Installing would mean downloading .py+bin files and placing them in a
PygamePlatform local "games pool". Thus uninstalling is as easy as
installing.
Rene is working on something like this, but I think its more for bin files
including python and all dependencies. So for people who do not know
python etc. but want to play your games. Is that what you want to do or
just making it easier for people with python to find and install pygame
games?

GUI: Much like Ubuntus add programs, combined with the start menu.
A GUI wouldn't be a problem I think.

The database of pygames would reside on some wiki-like web page, so
pygame-developers could easily add their creations without any updates
to the PygamePlatform-installations out there.

Of course this is a great deal of work, but provided it does
PygamePlatform could be ported to Windows, Mac etc. without any
changes to the wiki-database or the games themselves.

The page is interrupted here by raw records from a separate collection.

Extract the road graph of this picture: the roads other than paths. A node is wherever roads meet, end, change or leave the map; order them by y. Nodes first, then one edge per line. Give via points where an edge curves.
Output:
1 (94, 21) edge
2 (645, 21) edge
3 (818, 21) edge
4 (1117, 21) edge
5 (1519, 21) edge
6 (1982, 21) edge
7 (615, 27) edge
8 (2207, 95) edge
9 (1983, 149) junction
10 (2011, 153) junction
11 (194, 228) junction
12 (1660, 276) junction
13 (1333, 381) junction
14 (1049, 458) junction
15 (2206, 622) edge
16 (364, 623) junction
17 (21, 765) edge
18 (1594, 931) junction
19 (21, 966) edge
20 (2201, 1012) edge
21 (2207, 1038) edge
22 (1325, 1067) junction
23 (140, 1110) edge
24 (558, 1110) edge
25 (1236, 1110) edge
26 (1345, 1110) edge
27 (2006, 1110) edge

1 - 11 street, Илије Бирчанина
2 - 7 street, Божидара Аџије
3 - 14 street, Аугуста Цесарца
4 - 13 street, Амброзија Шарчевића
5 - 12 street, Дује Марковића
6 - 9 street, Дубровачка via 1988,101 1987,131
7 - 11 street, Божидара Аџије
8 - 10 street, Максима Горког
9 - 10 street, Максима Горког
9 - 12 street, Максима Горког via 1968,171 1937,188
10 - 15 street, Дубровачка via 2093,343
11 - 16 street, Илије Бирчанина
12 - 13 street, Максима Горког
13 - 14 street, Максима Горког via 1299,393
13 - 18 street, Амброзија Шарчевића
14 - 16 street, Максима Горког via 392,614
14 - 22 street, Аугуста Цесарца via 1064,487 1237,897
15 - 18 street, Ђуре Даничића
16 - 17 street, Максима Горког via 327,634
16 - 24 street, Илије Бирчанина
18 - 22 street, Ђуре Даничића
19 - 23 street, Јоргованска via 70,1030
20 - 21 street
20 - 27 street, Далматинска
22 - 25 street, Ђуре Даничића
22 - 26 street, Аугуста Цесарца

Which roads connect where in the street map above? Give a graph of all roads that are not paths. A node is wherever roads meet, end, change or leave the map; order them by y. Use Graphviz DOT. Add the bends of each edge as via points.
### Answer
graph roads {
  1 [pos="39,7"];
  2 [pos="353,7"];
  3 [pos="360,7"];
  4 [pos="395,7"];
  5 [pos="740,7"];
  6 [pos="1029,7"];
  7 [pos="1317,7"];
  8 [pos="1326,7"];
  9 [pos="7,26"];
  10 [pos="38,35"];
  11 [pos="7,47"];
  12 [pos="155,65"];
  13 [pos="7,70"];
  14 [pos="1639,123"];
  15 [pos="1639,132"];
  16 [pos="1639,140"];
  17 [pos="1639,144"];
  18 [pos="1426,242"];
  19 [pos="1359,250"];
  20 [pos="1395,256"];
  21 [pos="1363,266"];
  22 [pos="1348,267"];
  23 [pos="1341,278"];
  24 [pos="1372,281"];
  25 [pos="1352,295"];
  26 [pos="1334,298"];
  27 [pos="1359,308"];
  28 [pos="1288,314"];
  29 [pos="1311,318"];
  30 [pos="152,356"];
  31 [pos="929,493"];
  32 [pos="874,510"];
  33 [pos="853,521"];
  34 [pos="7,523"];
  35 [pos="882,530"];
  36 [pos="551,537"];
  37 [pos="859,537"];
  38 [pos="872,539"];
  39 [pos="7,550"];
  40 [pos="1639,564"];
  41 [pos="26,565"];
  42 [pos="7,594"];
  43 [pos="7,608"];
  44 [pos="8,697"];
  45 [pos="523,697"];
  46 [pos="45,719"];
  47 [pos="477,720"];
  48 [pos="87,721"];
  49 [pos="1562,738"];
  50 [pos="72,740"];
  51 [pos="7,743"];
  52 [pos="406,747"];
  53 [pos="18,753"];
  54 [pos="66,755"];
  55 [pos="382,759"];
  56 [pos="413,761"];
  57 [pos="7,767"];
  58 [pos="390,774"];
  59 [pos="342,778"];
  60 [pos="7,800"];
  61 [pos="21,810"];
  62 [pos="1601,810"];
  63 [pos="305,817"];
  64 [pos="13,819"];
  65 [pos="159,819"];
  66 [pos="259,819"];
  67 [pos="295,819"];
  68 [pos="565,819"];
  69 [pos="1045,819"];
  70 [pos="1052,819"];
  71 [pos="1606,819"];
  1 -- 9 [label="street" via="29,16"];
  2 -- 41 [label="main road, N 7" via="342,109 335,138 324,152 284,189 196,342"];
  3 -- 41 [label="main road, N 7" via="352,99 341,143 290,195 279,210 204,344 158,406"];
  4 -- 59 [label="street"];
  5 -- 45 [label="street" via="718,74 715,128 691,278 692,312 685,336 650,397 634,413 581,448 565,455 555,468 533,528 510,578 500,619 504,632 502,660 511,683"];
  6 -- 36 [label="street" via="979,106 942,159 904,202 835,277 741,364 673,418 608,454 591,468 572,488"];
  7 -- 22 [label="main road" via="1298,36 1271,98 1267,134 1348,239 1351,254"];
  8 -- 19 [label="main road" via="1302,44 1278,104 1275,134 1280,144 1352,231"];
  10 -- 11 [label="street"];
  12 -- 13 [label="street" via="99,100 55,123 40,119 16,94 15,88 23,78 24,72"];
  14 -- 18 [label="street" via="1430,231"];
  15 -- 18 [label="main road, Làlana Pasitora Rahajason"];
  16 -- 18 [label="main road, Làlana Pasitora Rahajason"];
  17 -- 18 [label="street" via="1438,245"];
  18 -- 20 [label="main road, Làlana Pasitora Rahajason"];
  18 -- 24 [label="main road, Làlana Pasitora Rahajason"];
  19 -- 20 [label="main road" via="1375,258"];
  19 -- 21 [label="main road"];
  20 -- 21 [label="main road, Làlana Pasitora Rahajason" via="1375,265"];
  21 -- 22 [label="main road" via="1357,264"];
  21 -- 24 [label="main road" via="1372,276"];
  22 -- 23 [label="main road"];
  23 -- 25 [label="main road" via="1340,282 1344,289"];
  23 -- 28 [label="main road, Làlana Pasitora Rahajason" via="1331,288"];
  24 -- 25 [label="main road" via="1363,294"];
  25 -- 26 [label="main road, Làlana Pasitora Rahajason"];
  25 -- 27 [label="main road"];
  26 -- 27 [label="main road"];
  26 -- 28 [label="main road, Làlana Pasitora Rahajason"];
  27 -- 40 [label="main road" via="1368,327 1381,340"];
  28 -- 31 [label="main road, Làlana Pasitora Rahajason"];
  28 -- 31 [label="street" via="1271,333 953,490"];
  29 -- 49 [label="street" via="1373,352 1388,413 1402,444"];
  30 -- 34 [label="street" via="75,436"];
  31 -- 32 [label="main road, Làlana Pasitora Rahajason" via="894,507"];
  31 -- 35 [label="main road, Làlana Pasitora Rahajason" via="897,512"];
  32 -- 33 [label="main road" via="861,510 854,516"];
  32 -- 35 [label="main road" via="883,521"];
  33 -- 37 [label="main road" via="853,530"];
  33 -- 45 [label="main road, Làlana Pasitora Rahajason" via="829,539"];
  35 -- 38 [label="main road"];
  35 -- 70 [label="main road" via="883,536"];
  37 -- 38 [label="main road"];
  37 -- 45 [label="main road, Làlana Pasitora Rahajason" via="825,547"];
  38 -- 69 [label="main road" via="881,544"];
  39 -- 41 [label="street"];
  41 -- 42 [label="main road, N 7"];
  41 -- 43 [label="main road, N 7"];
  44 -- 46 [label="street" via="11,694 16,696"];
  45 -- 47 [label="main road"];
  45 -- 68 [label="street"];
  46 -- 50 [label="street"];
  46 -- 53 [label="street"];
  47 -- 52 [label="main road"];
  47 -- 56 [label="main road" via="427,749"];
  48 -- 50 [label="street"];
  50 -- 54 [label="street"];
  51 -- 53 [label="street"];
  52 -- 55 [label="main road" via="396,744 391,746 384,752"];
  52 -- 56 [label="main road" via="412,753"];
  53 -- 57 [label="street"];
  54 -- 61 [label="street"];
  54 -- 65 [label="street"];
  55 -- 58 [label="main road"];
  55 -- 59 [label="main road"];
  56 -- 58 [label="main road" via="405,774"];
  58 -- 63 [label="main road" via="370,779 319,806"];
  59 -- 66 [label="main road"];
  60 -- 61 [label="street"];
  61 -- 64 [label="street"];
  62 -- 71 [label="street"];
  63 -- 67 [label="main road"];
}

Depends on what existing tools and libs you use/ what you want to do
You could also just write a wrapper for easy_install with a
project filter/ own db with project names, a nice GUI and some additional
game informations.

Feedback? Is there earlier projects that has tried (and failed) doing
this kind of thing?
Well, there is a pygame community platform/website with project listing:

http://pygameweb.no-ip.org/

Its still a beta/rc version, but it has an api (actually two: XMLRPC and REST,
see the "more"-tab) that allows you to get some (maybe more soon) data
about the projects. Currently you could use it for a "check for updates/newer version" inside your games/programs. It also gives you the download urls for
bin and source files (if available).

So if people would add their games to pypi and insert a game description and
pypi-url/-name on the website, only the GUI would be left to do.